The DTFT frequency-domain representation is always a periodic function. Since one period of the function contains all of the unique information, it is sometimes convenient to say that the DTFT is a transform to a "finite" frequency-domain (the length of one period), rather than to the entire real line. It is Pontryagin dual to the Fourier series, which transforms from a periodic domain to a discrete domain.

[edit] Definition

Given a discrete set of real or complex numbers: $x[n], \; n\in\mathbb{Z}$ (integers), the discrete-time Fourier transform (or DTFT) of $x[n]\,$ is usually written:

$X(\omega) = \sum_{n=-\infty}^{\infty} x[n] \,e^{-i \omega n}.$

(Eq.1)

[edit] Relationship to sampling

Often the $x[n]\,$ sequence represents the values (aka samples) of a continuous-time function, $x(t)\,$ , at discrete moments in time: $t = nT\,$ , where $T\,$ is the sampling interval (in seconds), and $1/T = f_s\,$ is the sampling rate (samples per second).

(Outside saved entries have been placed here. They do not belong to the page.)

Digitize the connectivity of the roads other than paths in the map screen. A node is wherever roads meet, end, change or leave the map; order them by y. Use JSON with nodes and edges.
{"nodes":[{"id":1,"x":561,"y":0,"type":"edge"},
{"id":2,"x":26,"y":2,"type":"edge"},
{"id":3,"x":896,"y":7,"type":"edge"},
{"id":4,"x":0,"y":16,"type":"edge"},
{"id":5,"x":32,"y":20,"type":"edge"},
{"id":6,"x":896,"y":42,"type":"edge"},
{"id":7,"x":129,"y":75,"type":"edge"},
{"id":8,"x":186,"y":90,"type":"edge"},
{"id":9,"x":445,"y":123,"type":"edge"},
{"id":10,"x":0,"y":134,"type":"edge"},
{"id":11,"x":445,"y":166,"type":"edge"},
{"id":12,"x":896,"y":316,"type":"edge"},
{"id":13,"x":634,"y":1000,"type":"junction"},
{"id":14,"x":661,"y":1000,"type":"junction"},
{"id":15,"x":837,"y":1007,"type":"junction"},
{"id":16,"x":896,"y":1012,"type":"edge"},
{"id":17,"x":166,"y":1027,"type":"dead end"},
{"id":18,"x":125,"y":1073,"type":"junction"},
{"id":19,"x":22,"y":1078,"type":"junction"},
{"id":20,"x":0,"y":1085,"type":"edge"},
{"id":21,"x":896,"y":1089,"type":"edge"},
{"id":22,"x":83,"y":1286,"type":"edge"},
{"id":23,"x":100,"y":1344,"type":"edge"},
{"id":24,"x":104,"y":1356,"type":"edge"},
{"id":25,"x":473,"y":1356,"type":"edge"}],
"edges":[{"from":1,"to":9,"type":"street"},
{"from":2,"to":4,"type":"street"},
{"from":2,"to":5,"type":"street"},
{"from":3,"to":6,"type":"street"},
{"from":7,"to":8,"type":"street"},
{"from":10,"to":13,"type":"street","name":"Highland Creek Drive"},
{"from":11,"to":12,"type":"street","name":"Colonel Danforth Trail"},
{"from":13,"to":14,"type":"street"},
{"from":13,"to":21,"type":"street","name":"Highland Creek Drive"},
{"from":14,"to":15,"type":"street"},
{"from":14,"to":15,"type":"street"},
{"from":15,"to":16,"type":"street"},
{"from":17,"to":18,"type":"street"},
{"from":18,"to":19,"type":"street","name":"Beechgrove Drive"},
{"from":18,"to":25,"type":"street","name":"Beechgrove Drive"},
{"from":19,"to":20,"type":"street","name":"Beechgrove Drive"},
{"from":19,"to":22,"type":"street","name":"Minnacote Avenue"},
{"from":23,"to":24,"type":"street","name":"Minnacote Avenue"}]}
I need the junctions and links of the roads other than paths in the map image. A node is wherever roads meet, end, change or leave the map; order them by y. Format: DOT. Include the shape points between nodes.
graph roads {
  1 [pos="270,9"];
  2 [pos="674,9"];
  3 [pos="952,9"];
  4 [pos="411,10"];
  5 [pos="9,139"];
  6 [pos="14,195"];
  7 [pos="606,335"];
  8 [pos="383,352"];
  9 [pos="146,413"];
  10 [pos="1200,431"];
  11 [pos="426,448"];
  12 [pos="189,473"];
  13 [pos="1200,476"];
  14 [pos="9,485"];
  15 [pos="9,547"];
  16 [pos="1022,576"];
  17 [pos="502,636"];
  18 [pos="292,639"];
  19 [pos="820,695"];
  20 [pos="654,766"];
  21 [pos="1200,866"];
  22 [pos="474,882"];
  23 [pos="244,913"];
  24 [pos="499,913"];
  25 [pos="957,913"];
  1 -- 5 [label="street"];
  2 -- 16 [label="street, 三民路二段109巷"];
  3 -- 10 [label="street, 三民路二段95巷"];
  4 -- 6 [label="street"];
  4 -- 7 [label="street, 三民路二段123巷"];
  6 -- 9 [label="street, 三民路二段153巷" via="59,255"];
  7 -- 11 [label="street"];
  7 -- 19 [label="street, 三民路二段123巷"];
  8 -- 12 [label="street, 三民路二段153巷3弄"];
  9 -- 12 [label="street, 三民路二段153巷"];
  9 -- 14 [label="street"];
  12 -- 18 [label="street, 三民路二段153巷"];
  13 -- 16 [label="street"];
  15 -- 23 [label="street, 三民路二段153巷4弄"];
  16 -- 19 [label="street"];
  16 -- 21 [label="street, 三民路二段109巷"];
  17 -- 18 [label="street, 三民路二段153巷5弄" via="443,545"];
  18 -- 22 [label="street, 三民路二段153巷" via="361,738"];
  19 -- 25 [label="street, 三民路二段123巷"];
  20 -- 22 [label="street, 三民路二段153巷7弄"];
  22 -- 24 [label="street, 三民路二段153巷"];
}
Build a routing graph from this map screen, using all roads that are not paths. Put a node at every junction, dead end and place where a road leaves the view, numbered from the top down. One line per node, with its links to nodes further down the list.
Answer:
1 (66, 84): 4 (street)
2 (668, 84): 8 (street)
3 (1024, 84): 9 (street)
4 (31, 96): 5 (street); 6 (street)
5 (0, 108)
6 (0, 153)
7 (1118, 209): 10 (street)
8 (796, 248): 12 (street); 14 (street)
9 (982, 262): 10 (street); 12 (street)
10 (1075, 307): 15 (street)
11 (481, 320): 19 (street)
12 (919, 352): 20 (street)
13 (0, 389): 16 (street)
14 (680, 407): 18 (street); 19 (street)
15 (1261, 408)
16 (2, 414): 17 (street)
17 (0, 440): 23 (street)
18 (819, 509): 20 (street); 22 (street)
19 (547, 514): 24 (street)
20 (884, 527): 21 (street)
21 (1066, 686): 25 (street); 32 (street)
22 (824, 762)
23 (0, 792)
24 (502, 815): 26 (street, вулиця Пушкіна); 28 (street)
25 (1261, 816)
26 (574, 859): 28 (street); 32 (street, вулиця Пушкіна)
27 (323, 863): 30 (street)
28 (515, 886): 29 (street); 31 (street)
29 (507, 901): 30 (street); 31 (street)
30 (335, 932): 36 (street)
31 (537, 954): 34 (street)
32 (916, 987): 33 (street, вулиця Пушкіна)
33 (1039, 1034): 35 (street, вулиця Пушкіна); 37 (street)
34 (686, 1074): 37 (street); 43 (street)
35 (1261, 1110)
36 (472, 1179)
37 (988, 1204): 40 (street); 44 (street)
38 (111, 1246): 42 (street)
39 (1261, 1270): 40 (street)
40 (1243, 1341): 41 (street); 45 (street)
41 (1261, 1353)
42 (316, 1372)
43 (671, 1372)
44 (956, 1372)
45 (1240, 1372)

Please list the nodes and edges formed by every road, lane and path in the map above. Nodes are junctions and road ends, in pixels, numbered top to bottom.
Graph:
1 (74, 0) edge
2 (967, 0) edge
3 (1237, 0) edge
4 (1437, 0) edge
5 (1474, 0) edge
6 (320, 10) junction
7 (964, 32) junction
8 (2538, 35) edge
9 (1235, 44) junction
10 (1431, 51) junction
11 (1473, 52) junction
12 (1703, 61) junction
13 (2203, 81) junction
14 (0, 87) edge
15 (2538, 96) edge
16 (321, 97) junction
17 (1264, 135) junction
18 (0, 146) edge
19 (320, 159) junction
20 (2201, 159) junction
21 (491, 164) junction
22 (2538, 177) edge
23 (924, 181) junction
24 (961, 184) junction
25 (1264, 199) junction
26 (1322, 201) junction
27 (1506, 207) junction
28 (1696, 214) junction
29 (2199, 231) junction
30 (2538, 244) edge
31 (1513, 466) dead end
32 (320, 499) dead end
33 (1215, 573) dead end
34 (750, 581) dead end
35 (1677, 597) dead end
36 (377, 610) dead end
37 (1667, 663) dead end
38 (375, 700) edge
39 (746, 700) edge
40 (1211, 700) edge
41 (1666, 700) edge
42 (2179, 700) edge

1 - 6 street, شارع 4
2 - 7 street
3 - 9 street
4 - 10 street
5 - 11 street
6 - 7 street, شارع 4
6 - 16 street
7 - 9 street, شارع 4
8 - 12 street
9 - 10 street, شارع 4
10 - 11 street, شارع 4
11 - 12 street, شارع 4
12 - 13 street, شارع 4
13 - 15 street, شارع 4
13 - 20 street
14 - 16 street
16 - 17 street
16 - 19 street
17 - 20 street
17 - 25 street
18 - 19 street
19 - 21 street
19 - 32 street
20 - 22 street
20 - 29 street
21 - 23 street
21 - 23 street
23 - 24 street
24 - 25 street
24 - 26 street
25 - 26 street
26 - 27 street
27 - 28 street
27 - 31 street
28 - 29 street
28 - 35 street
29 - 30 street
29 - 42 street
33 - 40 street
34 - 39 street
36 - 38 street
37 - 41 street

Then the DTFT provides an approximation of the continuous-time Fourier transform:

$X(f) = \int_{-\infty}^\infty x(t)\cdot e^{- i 2\pi f t}\,dt.$

To understand this, consider the Poisson summation formula, which indicates that a periodic extension of function $X(f)\,$ can be constructed from the samples of function $x(t).\,$ The result is:

$X_T(f)\ \stackrel{\mathrm{def}}{=} \sum_{k=-\infty}^{\infty} X\left(f - k f_s\right) \equiv T \sum_{n=-\infty}^{\infty} x(nT)\ e^{-i 2\pi f T n}.$

(Eq.2)

The right-hand sides of Eq.2 and Eq.1 are identical with these associations:

$x[n] = T\cdot x(nT)\,$

$\omega = 2\pi f T = 2\pi \left( \frac{f}{f_s}\right).\,$

$X_\mathrm{T}(f)\,$ comprises exact copies of $X(f)\,$ that are shifted by multiples of ƒ_s and combined by addition. For sufficiently large ƒ_s, the k=0 term can be observed in the region [−ƒ_s/2, ƒ_s/2] with little or no distortion (aliasing) from the other terms.

Normalized frequency

Since $f\,$ represents ordinary frequency (cycles per second) and $f_s\,$ has units of samples per second, the units of $f / f_s\,$ are cycles per sample. It is common notational practice to replace this ratio with a single variable, called normalized frequency, which represents actual frequencies as multiples (usually fractional) of the sample rate. $\omega\,$ , as defined above, is also a normalized frequency, but its units are radians per sample. The normalized frequency has the added bonus that the function $X (ω)$ is periodic with period $2π$ . So the inverse transform need only be evaluated in the interval $2π$ .

[edit] Periodicity

Sampling $x(t)\,$ causes its spectrum (DTFT) to become periodic. In terms of ordinary frequency, $f\,$ (cycles per second), the period is the sample rate, $f_s\,$ . In terms of normalized frequency, $f / f_s\,$ (cycles per sample), the period is $1$ . And in terms of $\omega\,$ (radians per sample), the period is $2π$ , which also follows directly from the periodicity of $e^{-i \omega n}\,$ . That is:

$e^{-i (\omega + 2\pi k) n} = e^{-i \omega n}\,$

where both n and k are arbitrary integers. Therefore:

$X(\omega + 2\pi k) = X(\omega)\,$

The popular alternate notation $X(e^{i \omega})\,$ for the DTFT $X(\omega)\,$ :

highlights the periodicity property, and
helps distinguish between the DTFT and underlying Fourier transform of $x(t)\,$ ; that is, $X(f)\,$ (or $X(\omega)\,$ ), and
emphasizes the relationship of the DTFT to the Z-transform.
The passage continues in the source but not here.